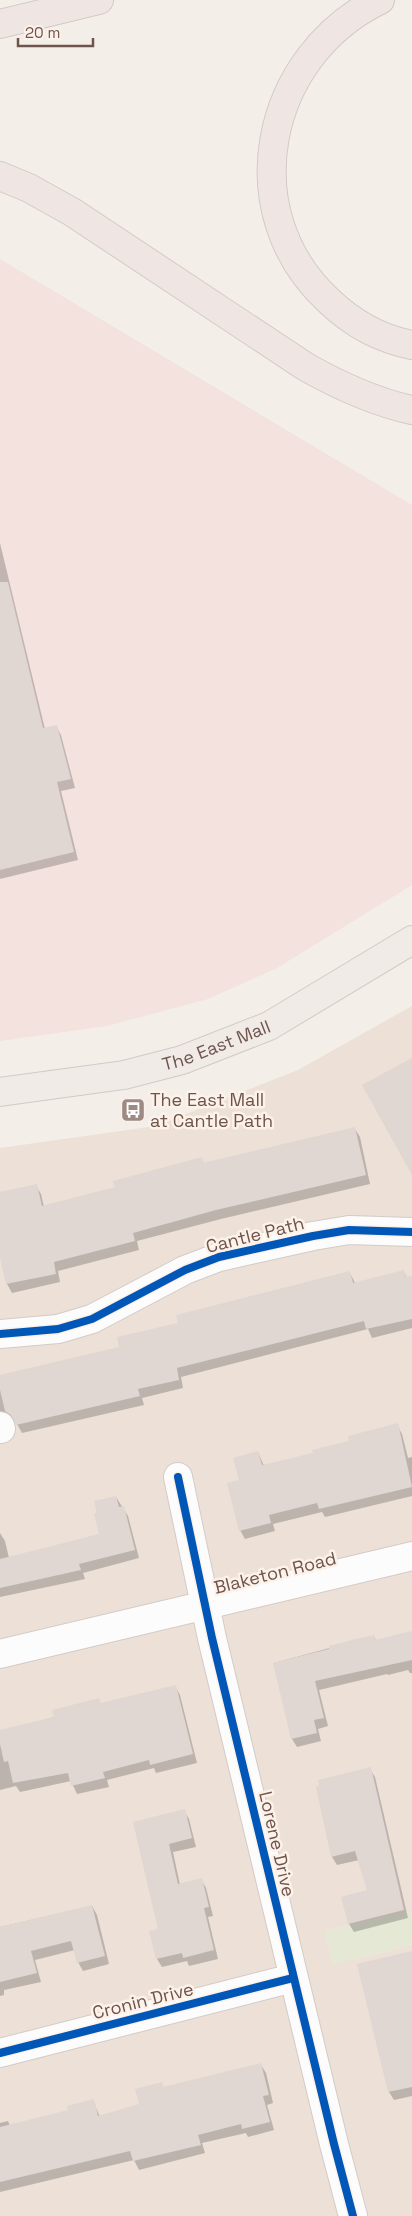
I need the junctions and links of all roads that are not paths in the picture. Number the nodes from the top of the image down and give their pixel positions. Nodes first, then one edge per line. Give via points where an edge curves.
1 (99, 0) edge
2 (380, 0) edge
3 (0, 24) edge
4 (0, 176) edge
5 (412, 345) edge
6 (412, 410) edge
7 (410, 944) edge
8 (0, 1092) edge
9 (412, 1232) edge
10 (0, 1334) edge
11 (178, 1477) dead end
12 (412, 1556) edge
13 (204, 1606) junction
14 (0, 1654) edge
15 (293, 1978) junction
16 (0, 2052) edge
17 (353, 2216) edge

1 - 3 highway
2 - 5 highway via 335,30 290,90 278,118 273,144 270,167 272,191 278,224 286,244 320,293 345,316 377,333
4 - 6 highway via 30,188 72,212 306,367 379,402
7 - 8 main road, The East Mall via 269,1026 182,1060 124,1075
9 - 10 street, Cantle Path via 349,1230 219,1258 185,1270 92,1319 58,1328
11 - 13 street, Lorene Drive
12 - 13 street, Blaketon Road
13 - 14 street, Blaketon Road
13 - 15 street, Lorene Drive
15 - 16 street, Cronin Drive
15 - 17 street, Lorene Drive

**ASSIGNED TASK:** I'd like the data above duplicated exactly, with no pictures included.

**TASK OUTPUT:**
I need the junctions and links of all roads that are not paths in the picture. Number the nodes from the top of the image down and give their pixel positions. Nodes first, then one edge per line. Give via points where an edge curves.
1 (99, 0) edge
2 (380, 0) edge
3 (0, 24) edge
4 (0, 176) edge
5 (412, 345) edge
6 (412, 410) edge
7 (410, 944) edge
8 (0, 1092) edge
9 (412, 1232) edge
10 (0, 1334) edge
11 (178, 1477) dead end
12 (412, 1556) edge
13 (204, 1606) junction
14 (0, 1654) edge
15 (293, 1978) junction
16 (0, 2052) edge
17 (353, 2216) edge

1 - 3 highway
2 - 5 highway via 335,30 290,90 278,118 273,144 270,167 272,191 278,224 286,244 320,293 345,316 377,333
4 - 6 highway via 30,188 72,212 306,367 379,402
7 - 8 main road, The East Mall via 269,1026 182,1060 124,1075
9 - 10 street, Cantle Path via 349,1230 219,1258 185,1270 92,1319 58,1328
11 - 13 street, Lorene Drive
12 - 13 street, Blaketon Road
13 - 14 street, Blaketon Road
13 - 15 street, Lorene Drive
15 - 16 street, Cronin Drive
15 - 17 street, Lorene Drive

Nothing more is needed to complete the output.